Zu Besuch bei den Murmeltieren

Auf Murmels Spuren

Murmeltiere gehören zur Familie der Erdhörnchen und besiedeln die Alpen seit der letzten Eiszeit. Für unsere Kinder sind sie einfach nur »süüüüß«. Höchste Zeit also, ihnen mal mit einem kleinen Microadventure nachzustellen.

Murmeltiere sind Werbeweltmeister für die Berge. Ihr Antlitz ziert Alpenmilch-Schokolade, Bergbauernmilch und Kräuterquark. Eine bekannte Outdoor-Marke verdankt ihnen ihren Namen, doch so richtig beobachten – in wirklich freier Wildbahn – konnten unsere Kinder die drolligen Tiere bislang noch nicht. Zu gut verstecken sie sich vor den Tagestouristen oder der Mittagshitze in ihren riesigen Höhlensystemen. »Abends und wenn das Wetter schlechter ist, kommen die Tiere heraus«, erklären wir ihnen. »Dann sind wir aber nicht da …«, antworten sie. Stimmt.

Früher – noch ohne Nachwuchs – bekamen wir die Nager öfter zu sehen. Beim abendlichen Zustieg zur Bernhardseck im Lechtal beispielsweise beobachteten wir eine ganze Kolonien bei der Nahrungssuche.
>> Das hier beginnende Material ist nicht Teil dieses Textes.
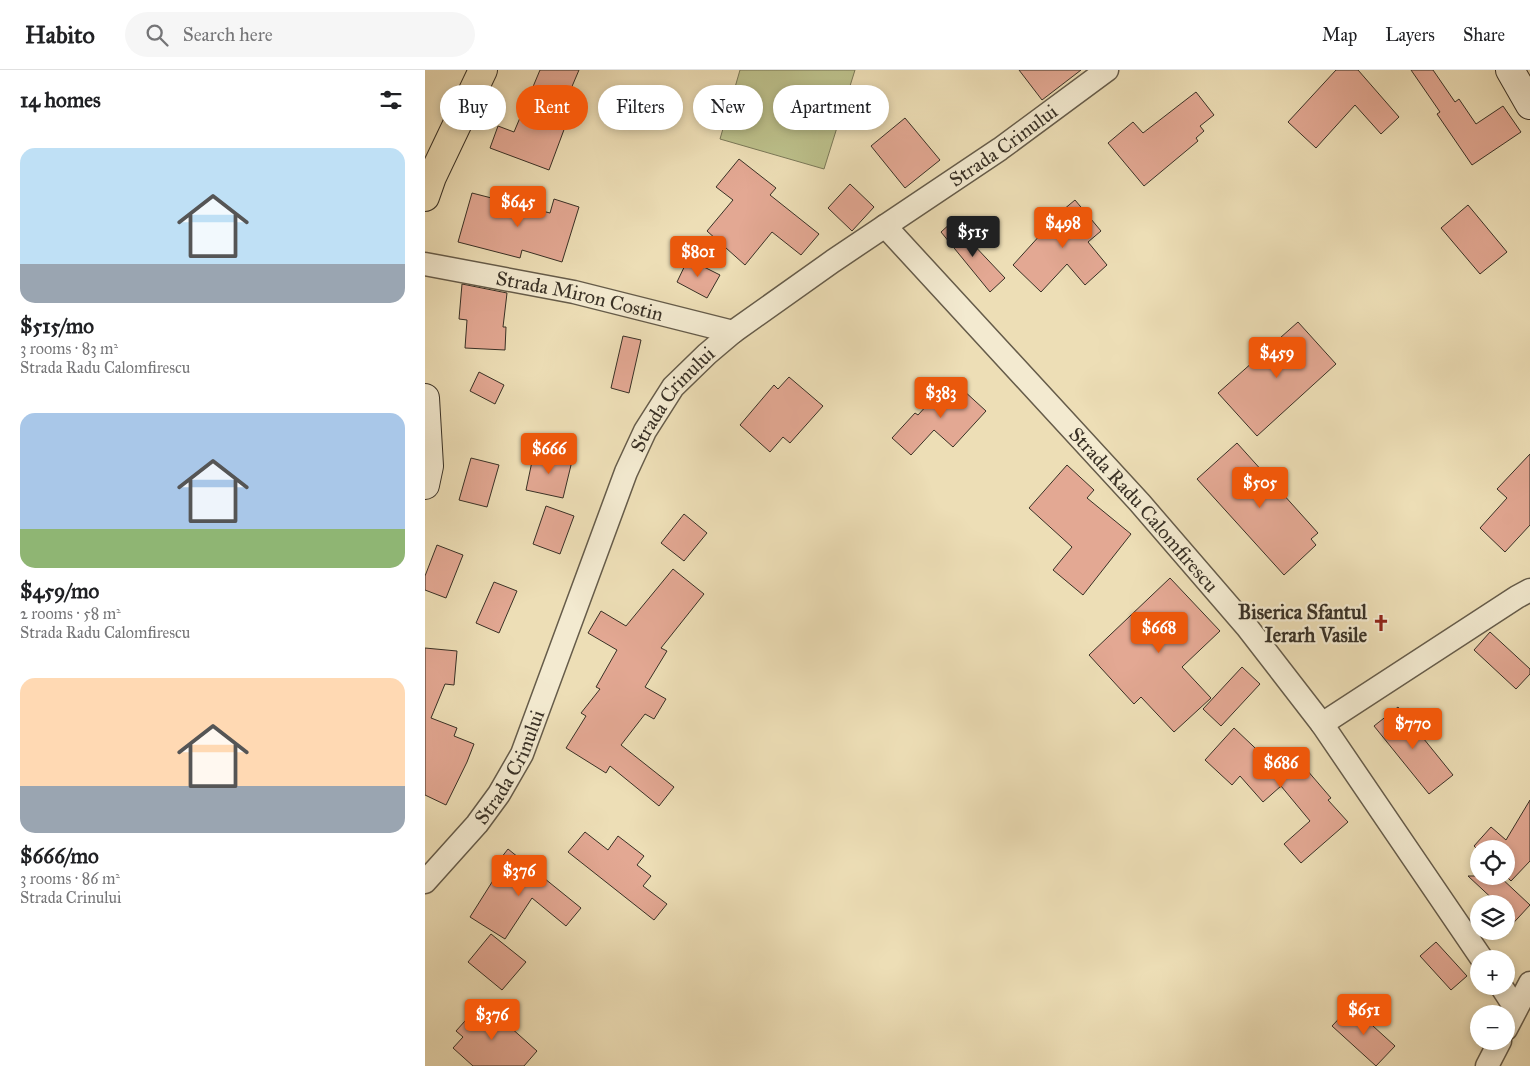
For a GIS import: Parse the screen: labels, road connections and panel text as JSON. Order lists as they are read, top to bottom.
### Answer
{
  "streets": {
    "street": ["Strada Crinului", "Strada Miron Costin", "Strada Radu Calomfirescu"]
  },
  "crossings": [
    ["Strada Crinului", "Strada Miron Costin"],
    ["Strada Crinului", "Strada Radu Calomfirescu"]
  ],
  "places": {
    "church": ["Biserica Sfantul Ierarh Vasile"]
  },
  "page": {
    "header": "Habito",
    "search": "Search here",
    "nav": ["Map", "Layers", "Share"],
    "heading": "14 homes",
    "chip": [
      "Buy",
      "Rent",
      "Filters",
      "New",
      "Apartment"
    ],
    "list": [
      {
        "name": "$515/mo",
        "note": "3 rooms · 83 m² · Strada Radu Calomfirescu"
      },
      {
        "name": "$459/mo",
        "note": "2 rooms · 58 m² · Strada Radu Calomfirescu"
      },
      {
        "name": "$666/mo",
        "note": "3 rooms · 86 m² · Strada Crinului"
      }
    ],
    "price": [
      "$645",
      "$498",
      "$515",
      "$801",
      "$459",
      "$383",
      "$666",
      "$505",
      "$668",
      "$770",
      "$686",
      "$376",
      "$651",
      "$376"
    ],
    "map_buttons": ["+", "−"]
  }
}
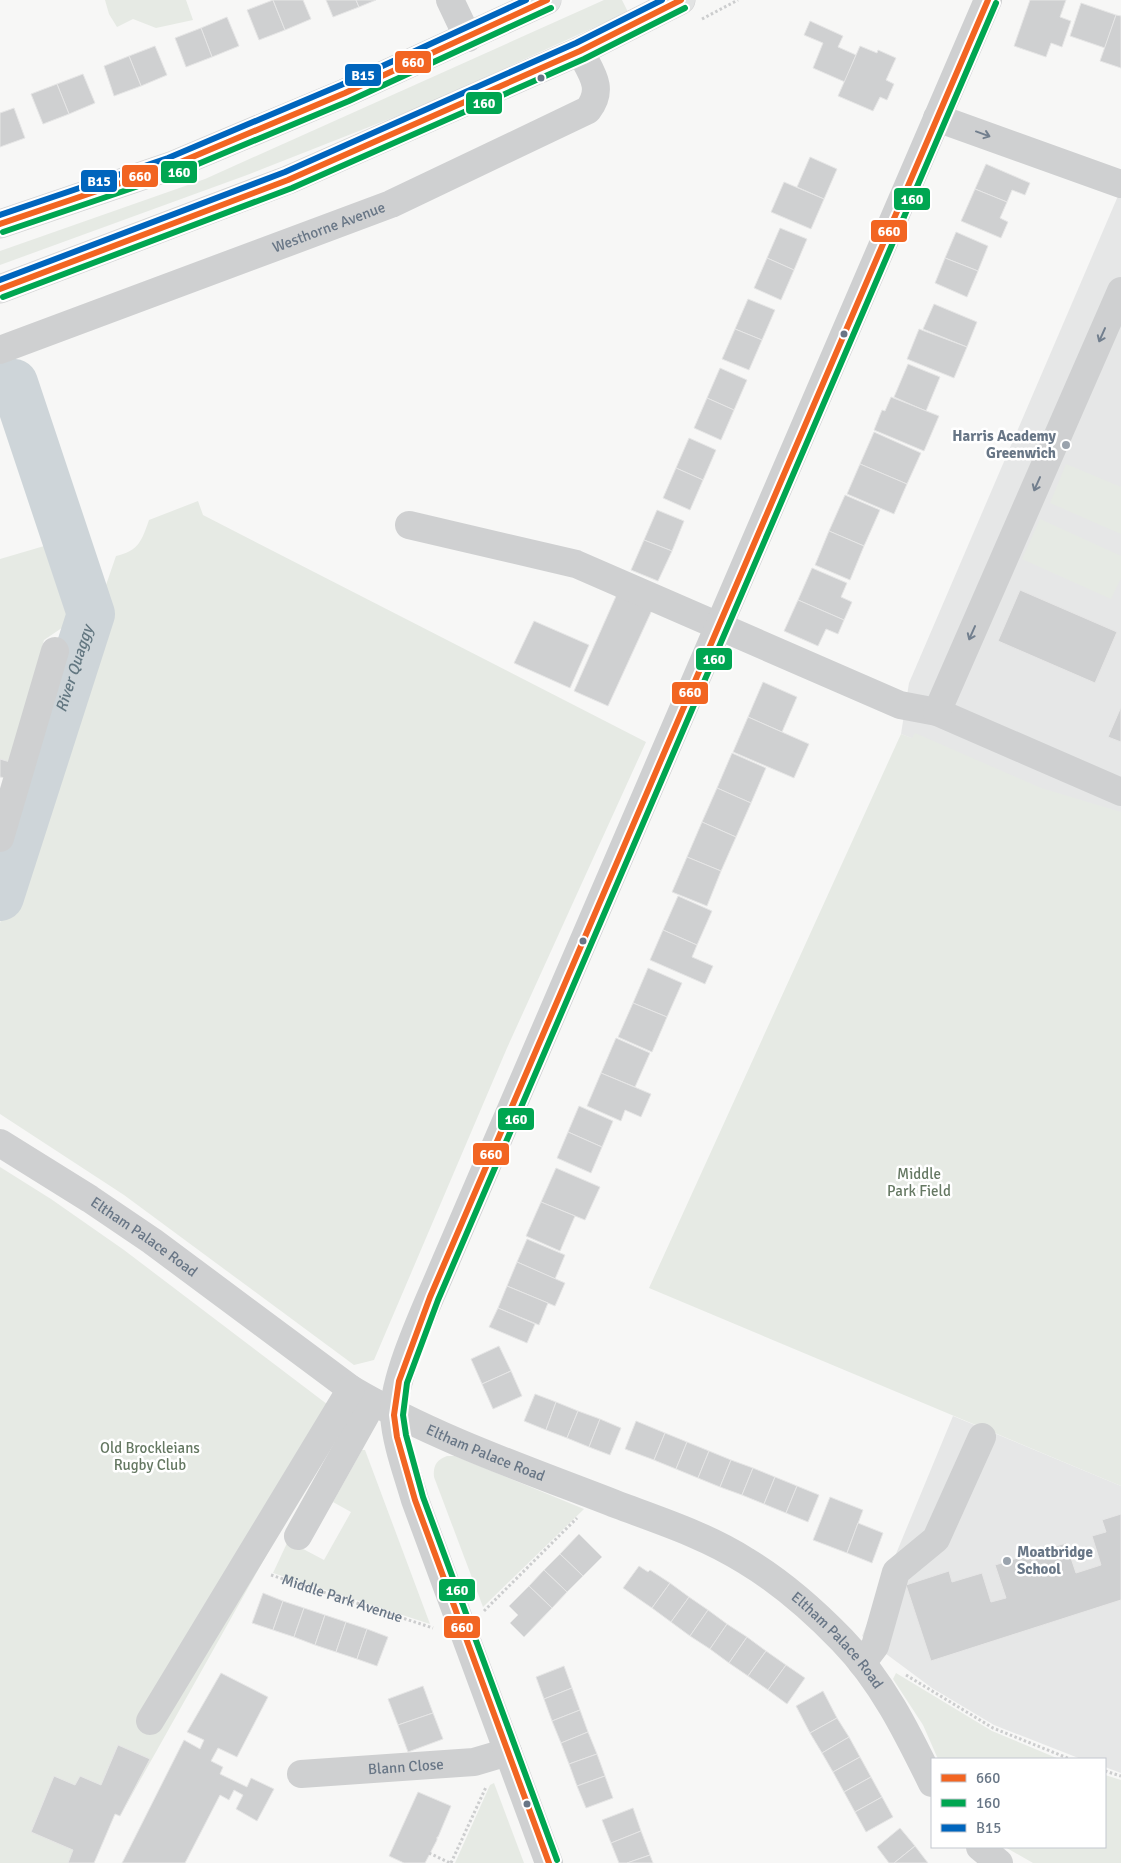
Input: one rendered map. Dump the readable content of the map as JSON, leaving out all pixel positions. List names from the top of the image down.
{
  "streets": {
    "street": ["Westhorne Avenue", "Eltham Palace Road", "Blann Close"],
    "path": ["Middle Park Avenue"]
  },
  "water": ["River Quaggy"],
  "parks": ["Middle Park Field", "Old Brockleians Rugby Club"],
  "places": ["Harris Academy Greenwich", "Moatbridge School"],
  "lines": ["transit line 660", "transit line B15", "transit line 160"],
  "legend": ["660", "160", "B15"]
}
Ein Murmeltier-Kindergarten nistete sich beim Gipfelbiwak in den französischen Alpen neben uns ein. Das würden wir auch gerne mal mit unseren Kindern erleben …
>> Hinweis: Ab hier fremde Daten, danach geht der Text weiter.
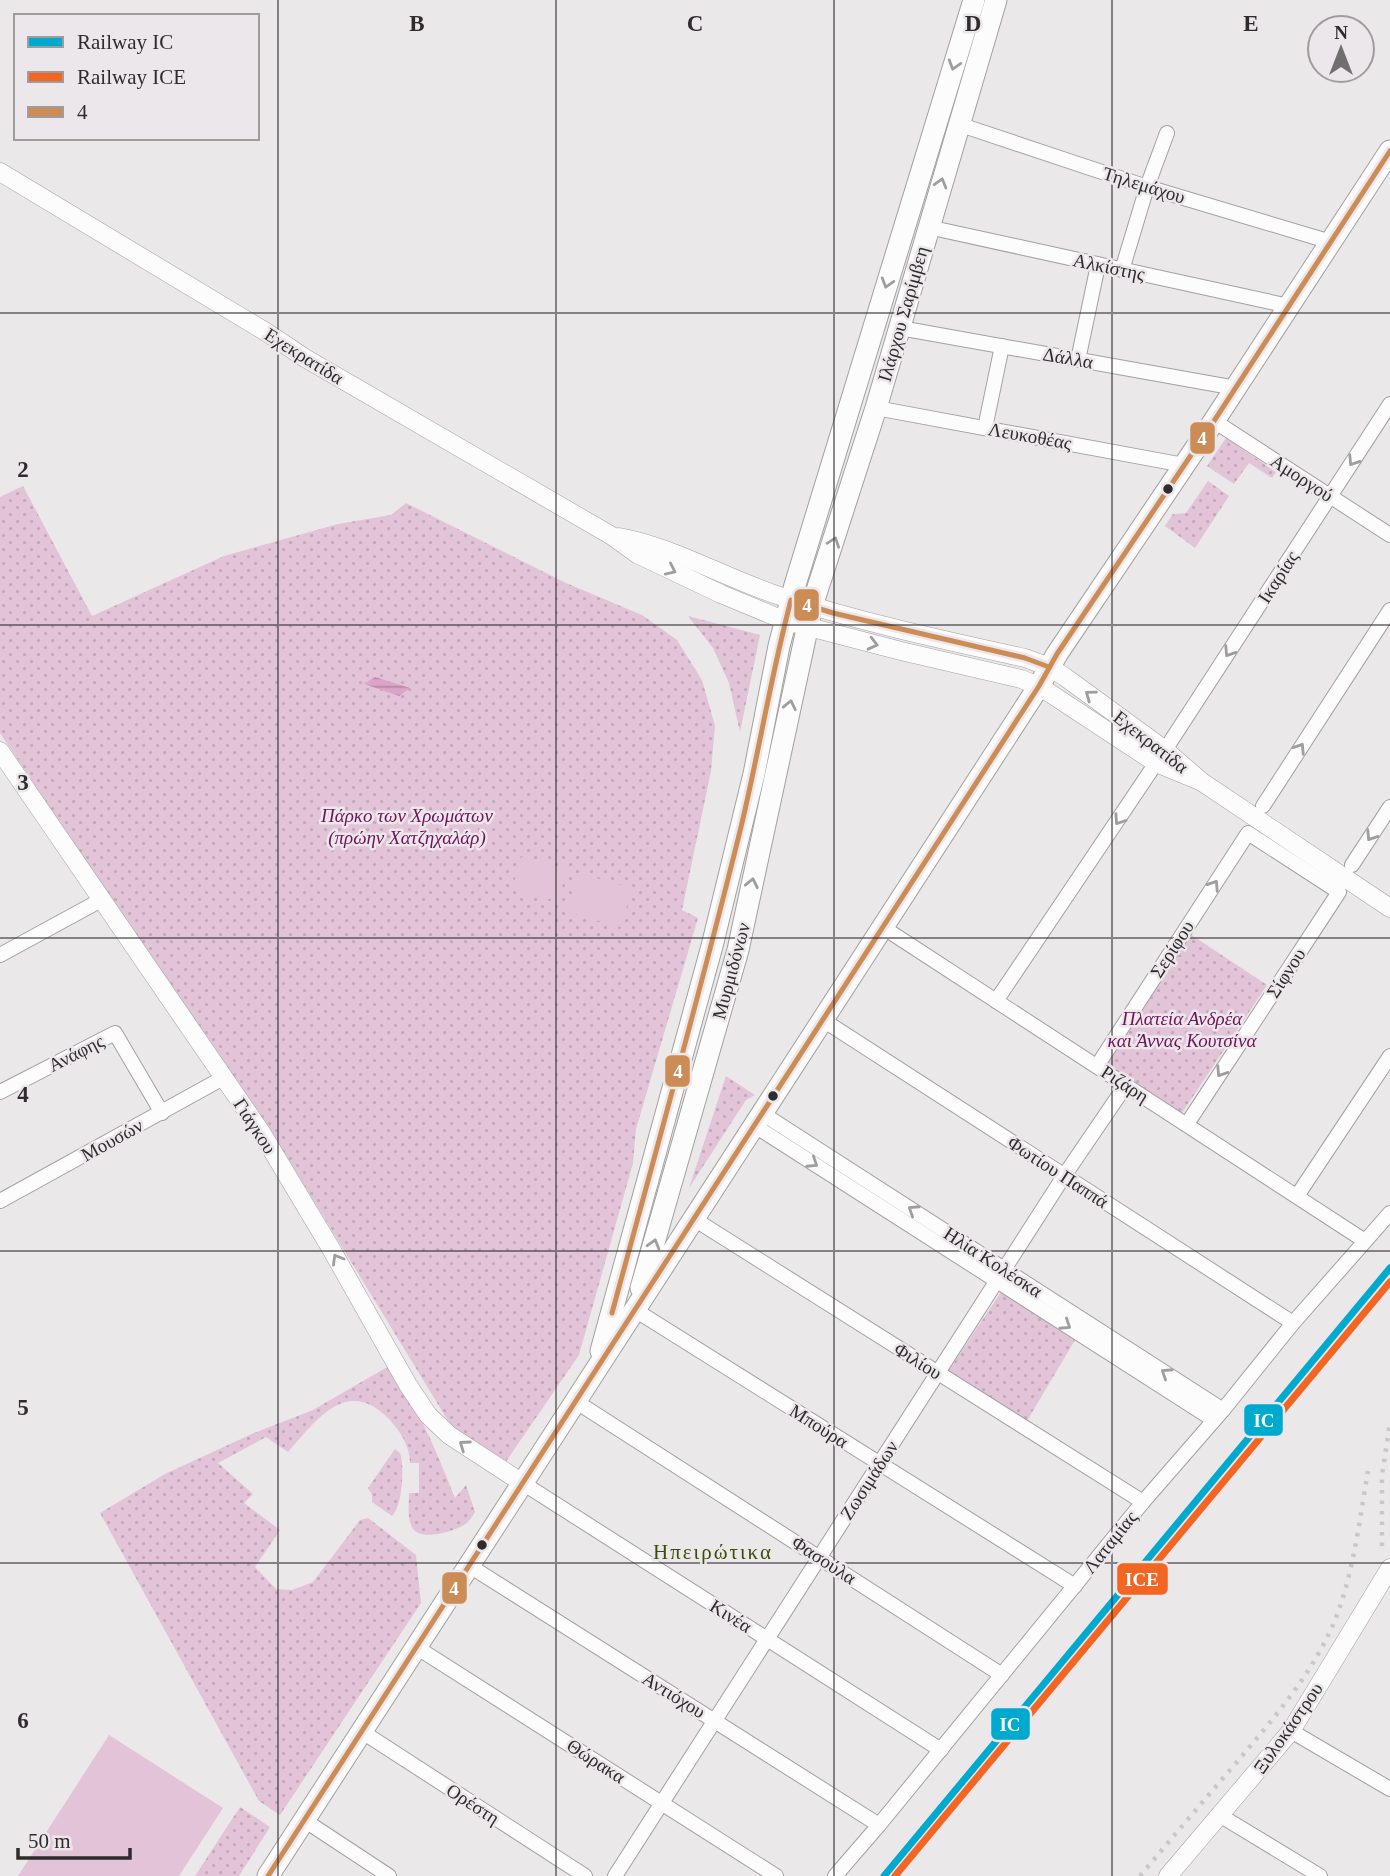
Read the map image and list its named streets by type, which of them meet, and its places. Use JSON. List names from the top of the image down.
{
  "streets": {
    "main road": ["Ιλάρχου Σαρίμβεη", "Μυρμιδόνων"],
    "street": [
      "Τηλεμάχου",
      "Αλκίστης",
      "Εχεκρατίδα",
      "Δάλλα",
      "Λευκοθέας",
      "Αμοργού",
      "Ικαρίας",
      "Σερίφου",
      "Σίφνου",
      "Ανάφης",
      "Ριζάρη",
      "Γιάγκου",
      "Μουσών",
      "Φωτίου Παππά",
      "Ηλία Κολέσκα",
      "Φιλίου",
      "Μπούρα",
      "Ζωσιμάδων",
      "Λαταμίας",
      "Φασούλα",
      "Κινέα",
      "Αντιόχου",
      "Ξυλοκάστρου",
      "Θώρακα",
      "Ορέστη"
    ]
  },
  "crossings": [
    ["Τηλεμάχου", "Ιλάρχου Σαρίμβεη"],
    ["Αλκίστης", "Ιλάρχου Σαρίμβεη"],
    ["Ιλάρχου Σαρίμβεη", "Εχεκρατίδα"],
    ["Ιλάρχου Σαρίμβεη", "Δάλλα"],
    ["Ιλάρχου Σαρίμβεη", "Λευκοθέας"],
    ["Ιλάρχου Σαρίμβεη", "Μυρμιδόνων"],
    ["Εχεκρατίδα", "Ικαρίας"],
    ["Εχεκρατίδα", "Μυρμιδόνων"],
    ["Αμοργού", "Ικαρίας"],
    ["Ικαρίας", "Ριζάρη"],
    ["Σερίφου", "Σίφνου"],
    ["Σερίφου", "Ριζάρη"],
    ["Μυρμιδόνων", "Μπούρα"],
    ["Σίφνου", "Ριζάρη"],
    ["Ανάφης", "Μουσών"],
    ["Ριζάρη", "Ζωσιμάδων"],
    ["Ριζάρη", "Λαταμίας"],
    ["Γιάγκου", "Μουσών"],
    ["Γιάγκου", "Κινέα"],
    ["Φωτίου Παππά", "Ζωσιμάδων"],
    ["Φωτίου Παππά", "Λαταμίας"],
    ["Ηλία Κολέσκα", "Ζωσιμάδων"],
    ["Ηλία Κολέσκα", "Λαταμίας"],
    ["Φιλίου", "Ζωσιμάδων"],
    ["Φιλίου", "Λαταμίας"],
    ["Μπούρα", "Ζωσιμάδων"],
    ["Μπούρα", "Λαταμίας"],
    ["Ζωσιμάδων", "Φασούλα"],
    ["Ζωσιμάδων", "Κινέα"],
    ["Ζωσιμάδων", "Αντιόχου"],
    ["Ζωσιμάδων", "Θώρακα"],
    ["Λαταμίας", "Φασούλα"],
    ["Λαταμίας", "Κινέα"],
    ["Λαταμίας", "Αντιόχου"]
  ],
  "one_way": ["Σερίφου", "Γιάγκου"],
  "districts": ["Ηπειρώτικα"],
  "parks": ["Πάρκο των Χρωμάτων (πρώην Χατζηχαλάρ)", "Πλατεία Ανδρέα και Άννας Κουτσίνα"],
  "lines": ["transit line 4", "rail line IC", "rail line ICE"],
  "legend": ["Railway IC", "Railway ICE", "4"],
  "scale_bar": "50 m",
  "north": "top",
  "grid": {
    "columns": [
      "B",
      "C",
      "D",
      "E"
    ],
    "rows": [
      "2",
      "3",
      "4",
      "5",
      "6"
    ]
  }
}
Also auf in die Berge: Die Gjaid-Alm am Dachstein bietet – neben den Schlafplätzen in der Hütte – Zeltplätze im direkten Hüttenumfeld an. Das scheint uns ein gelungener Kompromiss zwischen Sicherheit einer Berghütte (Es gibt einen extra – immer zugänglichen – Schlafraum, wenn es nachts zu gruselig wird.) und Camperfreiheit (Matratzenlager können wir uns mit den Kindern noch nicht vorstellen.). Außerdem ist der Hüttenzustieg denkbar einfach: mittels Gondel (=Murmelbahn) geht es über den Hohen Krippenstein und dreimal Umsteigen fast direkt vor die Gjaid-Alm. Trotzdem sind die Seilbahntechnik und das Skigebiet von der Hütte nicht zu sehen.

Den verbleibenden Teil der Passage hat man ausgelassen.